> **Records excerpted from a collection**:
*** Block opens ***

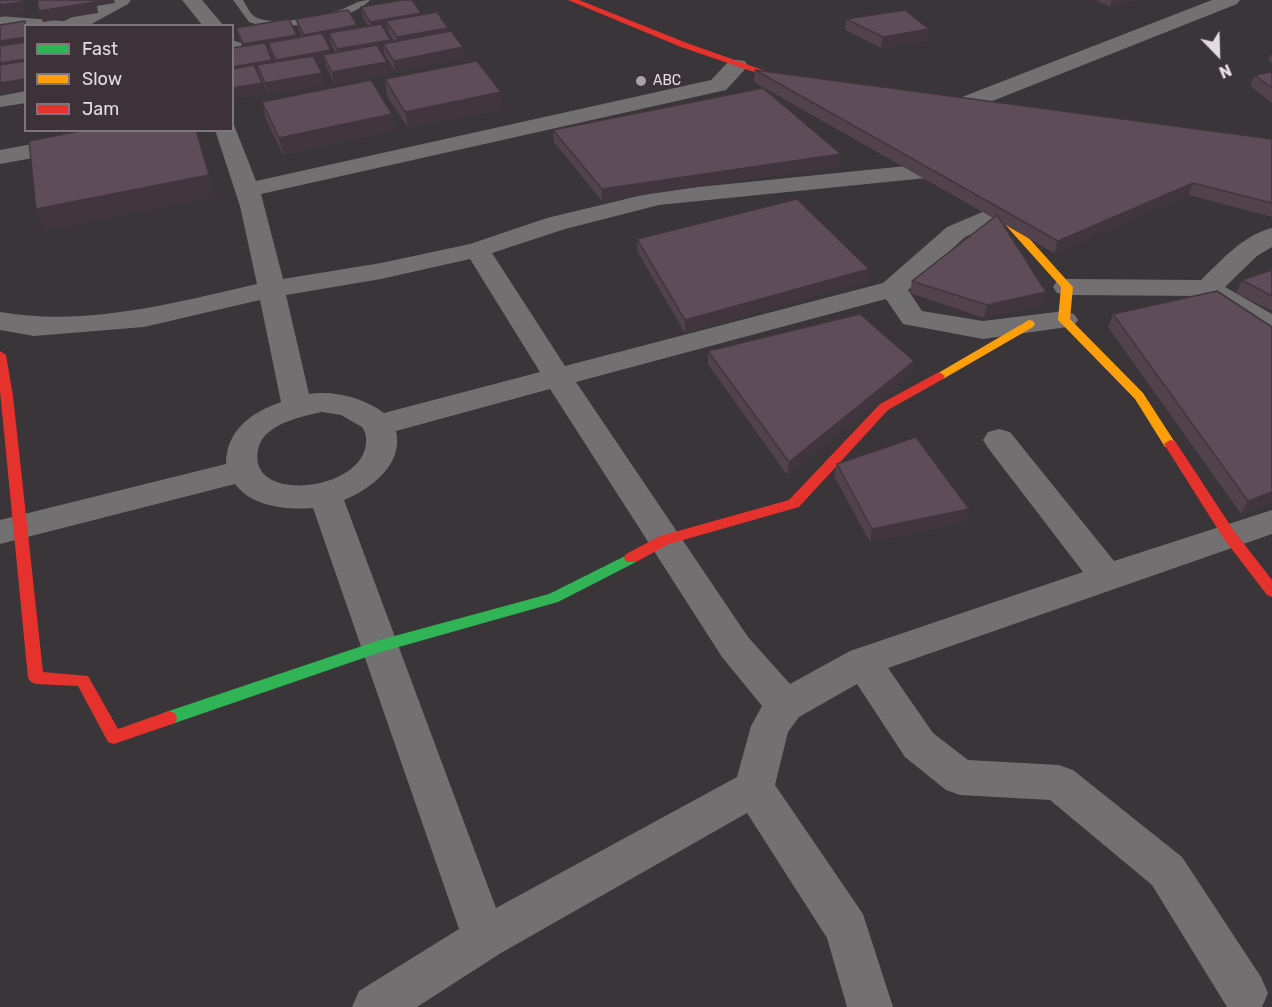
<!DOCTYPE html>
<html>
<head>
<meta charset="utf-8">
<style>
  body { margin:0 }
  #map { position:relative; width:1272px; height:1007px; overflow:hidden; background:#3a3538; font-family:Rubik,sans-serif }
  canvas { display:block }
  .legend { position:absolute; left:24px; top:24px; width:210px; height:108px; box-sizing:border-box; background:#3d3238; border:2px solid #7f767b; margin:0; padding:8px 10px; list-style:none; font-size:18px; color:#e3dce0 }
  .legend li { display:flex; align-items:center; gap:12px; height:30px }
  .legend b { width:30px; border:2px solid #7f767b }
  .north { position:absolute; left:1188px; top:24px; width:60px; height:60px; -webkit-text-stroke:4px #3d3238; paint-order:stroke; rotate:157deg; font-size:16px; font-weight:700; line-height:24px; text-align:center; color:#e3dce0 }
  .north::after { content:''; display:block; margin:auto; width:21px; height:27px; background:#e3dce0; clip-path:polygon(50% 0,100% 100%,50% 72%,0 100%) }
</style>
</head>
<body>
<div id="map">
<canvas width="1272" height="1007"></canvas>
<ul class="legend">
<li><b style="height:8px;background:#30b455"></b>Fast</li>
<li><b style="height:8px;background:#ff9f0a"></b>Slow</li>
<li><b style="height:8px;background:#e5322d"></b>Jam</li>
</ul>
<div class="north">N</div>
</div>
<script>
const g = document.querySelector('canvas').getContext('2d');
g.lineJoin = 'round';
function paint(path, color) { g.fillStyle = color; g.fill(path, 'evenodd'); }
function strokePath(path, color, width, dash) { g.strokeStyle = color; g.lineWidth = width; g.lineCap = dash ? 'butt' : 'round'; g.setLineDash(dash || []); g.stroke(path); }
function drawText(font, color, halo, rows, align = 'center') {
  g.font = font + ' Rubik,sans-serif'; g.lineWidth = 5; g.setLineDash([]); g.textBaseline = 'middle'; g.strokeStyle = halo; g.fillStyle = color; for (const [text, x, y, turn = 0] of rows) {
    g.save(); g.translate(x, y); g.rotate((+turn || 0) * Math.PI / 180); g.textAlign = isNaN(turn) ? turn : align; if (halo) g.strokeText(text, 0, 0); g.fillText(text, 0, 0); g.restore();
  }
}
paint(new Path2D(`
  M233,0H243C247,6 250,15 257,18C276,26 321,16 340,10C351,6 358,0 370,0C350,22 277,33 249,22Z`), '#727071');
paint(new Path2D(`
  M107,0H131L128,4L88,26H26V30L0,28V16L64,21Z
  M182,0H202L224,26H203Z
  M1212,0H1240L1237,4L942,121L934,123L926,121L923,116L926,111Z
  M232,40L241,43L244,47L241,51L232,53Z
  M737,60L745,61L748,66L726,90L261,194L283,279L381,263L470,244L547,218L659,191L956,161L964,163L968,168L964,173L956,175L659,205L565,229L492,253L565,366L883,283L947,227L992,208L1001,205L1010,208L1014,213L1010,218L965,237L908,290L922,311L983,321L1064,311L1074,314L1078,320L1074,326L983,339L903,324L886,299L576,382L748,637L790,684L850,651L1083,572L988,448L983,440L988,432L999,429L1010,432L1114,561L1272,510V534L888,668L933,733L968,760L1059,765L1073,770L1182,857L1261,977L1268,993L1262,1007H1227L1152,885L1050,800L960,795L946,790L905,757L857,684L799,717L788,732L775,785L863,914L893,1007H847L827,938L747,813L501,953L417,1007H352L359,991L459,929L313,508C287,510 252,507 235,484L0,544V520L226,464C226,430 252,412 281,402L260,300L144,327L34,336L0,330V312C85,327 174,303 257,284L240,206L215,130H232L234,125L256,181L711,80L729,61ZM470,259L540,372L384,413C364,398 334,390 309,394L286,295L381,279ZM550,389L722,657L762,706L751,726L737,777L496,908L344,500C371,489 404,464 396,431ZM322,412L341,415L362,427C367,434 367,441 365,449C354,493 242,503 259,446C266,424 302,416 322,412Z
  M26,89V103L0,107V93Z
  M108,130H160L157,135L149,137L0,164V150Z
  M1272,228V247L1257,256L1225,287L1272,314V335L1262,332L1202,296L1067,295L1057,293L1053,287L1057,281L1067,279L1201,280C1222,260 1243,235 1272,228Z`), '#727071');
paint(new Path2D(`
  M631,553L636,554L638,558L636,562L558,602L381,652L169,725L163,723L161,718L163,713L380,640L549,594Z`), '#30b455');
paint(new Path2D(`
  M988,196L992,197L1071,285L1073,287L1070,319L1143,393L1176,444L1175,447H1165L1135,399L1060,322L1058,320L1061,287L984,201L983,199Z
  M1029,320L1033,321L1035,324L1033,327L943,379H935L933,376Z`), '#ff9f0a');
paint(new Path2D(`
  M568,0H579L687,43L802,84L795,86L681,47Z
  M0,351L6,355L13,396L43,672L88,676L118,729L169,711L175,713L177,718L175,723L114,744L108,742L78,686L36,684L31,682L28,678L0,391Z
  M939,372L945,376L943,379L888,410L799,507L669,544L636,562H626L624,558L626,554L660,536L789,500L880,404Z
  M1170,440L1175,441L1234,531L1272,580V597L1267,595L1224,539L1164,444Z`), '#e5322d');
paint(new Path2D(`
  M1096,0H1136L1110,7Z
  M361,7L421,15L449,32L465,58L395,72L385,55L384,52L382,53L387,62L389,74L334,84L326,66L325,62L317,64L322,73L324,84L268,95L259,74H258L264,94L242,47L236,28L297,38L302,37L299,30L296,19L357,28L368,26L363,18ZM388,30V32L394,42L391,43V40L386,31ZM330,41L331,44L335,53L331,54L327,42ZM268,51H270L275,62L273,63Z
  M846,19L929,29L927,40L881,48L845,30Z
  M1270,55H1272V63L1268,60Z
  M755,70L1272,139V217L1189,195L1054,253L1002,223L1042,305L984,318L910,293L912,281L993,218L754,82Z
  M1272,72V103L1250,86L1255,75Z
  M385,79L502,109L408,128L387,96Z
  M262,102L392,114L395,130L283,155L266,119Z
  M553,130L839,166L602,201L554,142Z
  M637,239L867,281L685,333L637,251Z
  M1272,270V311L1236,293L1242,280Z
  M1113,314L1272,327V502L1241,514L1108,327Z
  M708,351L911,374L787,475L708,364Z
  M837,464L969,509L965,522L870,542L834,476Z`), '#51424c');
paint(new Path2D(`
  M22,0H25L26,13L0,17V5Z
  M94,0H114L115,3L97,6L98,13L43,22L39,11Z
  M1112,0H1136L1110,7Z
  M421,13L423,24L386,21L388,30L372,33L370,22Z
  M357,25L359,36L329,33L330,41L306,46L304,35Z
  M448,28L450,39L398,48L397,37Z
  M929,29L927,40L881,48L883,37Z
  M297,35L299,46L268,43L270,51L245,55L243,44Z
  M26,37V49L0,53V41Z
  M391,40L392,51L383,44L384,52L339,60L337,49Z
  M463,47L465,58L395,72L394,61Z
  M331,50L333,61L323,55L325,62L279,71L276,60Z
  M26,59V71L0,75V63Z
  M272,60L275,71L257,65L259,74L232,78V67Z
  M387,62L389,74L334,84L332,72Z
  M322,73L324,84L268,95L265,83Z
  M26,79V91L0,96V83Z
  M262,83L264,94L232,100V88Z
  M501,92L502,109L408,128L405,112Z
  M392,114L395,130L283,155L279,138Z
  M841,154L839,166L602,201V189Z
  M209,175L215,197L45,231L36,209Z
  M1193,183L1189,195L1054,253L1058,241Z
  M869,269L867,281L685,333V320Z
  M1046,292L1042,305L984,318L987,305Z
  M914,361L911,374L787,475L789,462Z
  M1272,492V502L1241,514L1248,501Z
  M969,509L965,522L870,542L872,529Z`), '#42363e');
const building = new Path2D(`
  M0,0H22V2L0,5Z
  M37,0H94L95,2L39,11Z
  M403,0H412L421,13L370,22L361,7Z
  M348,10L357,25L304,35L296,19Z
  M905,10L929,29L883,37L846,19Z
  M437,12L448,28L397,37L386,21Z
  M289,19L297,35L243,44L236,28Z
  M25,21L26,37L0,41V25Z
  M381,24L391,40L337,49L329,33Z
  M451,31L463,47L394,61L383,44Z
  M322,33L331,50L276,60L268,43Z
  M26,42V59L0,63V46Z
  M265,43L272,60L232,67V48Z
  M377,45L387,62L332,72L323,55Z
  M313,56L322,73L265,83L257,65Z
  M26,61V79L0,83V65Z
  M477,61L501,92L405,112L385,79Z
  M254,65L262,83L232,88V69Z
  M755,70L1272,139V203L1193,183L1058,241Z
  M1272,72V88L1255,75Z
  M371,80L392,114L279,138L262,102Z
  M763,88L841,154L602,189L553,130Z
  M85,130H196L209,175L36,209L29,141Z
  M797,199L869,269L685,320L637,239Z
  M997,215L1046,292L987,305L912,281Z
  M1272,270V296L1242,280Z
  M1217,291L1272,327V492L1248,501L1113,314Z
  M860,314L914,361L789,462L708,351Z
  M916,437L969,509L872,529L837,464Z`);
paint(building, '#5e4d58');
strokePath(building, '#42363e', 1.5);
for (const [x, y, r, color] of [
  [641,81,6,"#a8a2a5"]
]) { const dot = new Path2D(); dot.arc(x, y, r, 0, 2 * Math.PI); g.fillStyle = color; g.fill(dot); strokePath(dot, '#3d3238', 2); }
drawText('14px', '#e3dce0', '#3d3238', [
  ["ABC",653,81]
], 'left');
</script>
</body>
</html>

*** Block closes ***

> **WORK INSTRUCTIONS**:
Go through the records and copy each line with "strokeStyle" in it.

> **RESPONSE TO THE EXERCISE**:
function strokePath(path, color, width, dash) { g.strokeStyle = color; g.lineWidth = width; g.lineCap = dash ? 'butt' : 'round'; g.setLineDash(dash || []); g.stroke(path); }
  g.font = font + ' Rubik,sans-serif'; g.lineWidth = 5; g.setLineDash([]); g.textBaseline = 'middle'; g.strokeStyle = halo; g.fillStyle = color; for (const [text, x, y, turn = 0] of rows) {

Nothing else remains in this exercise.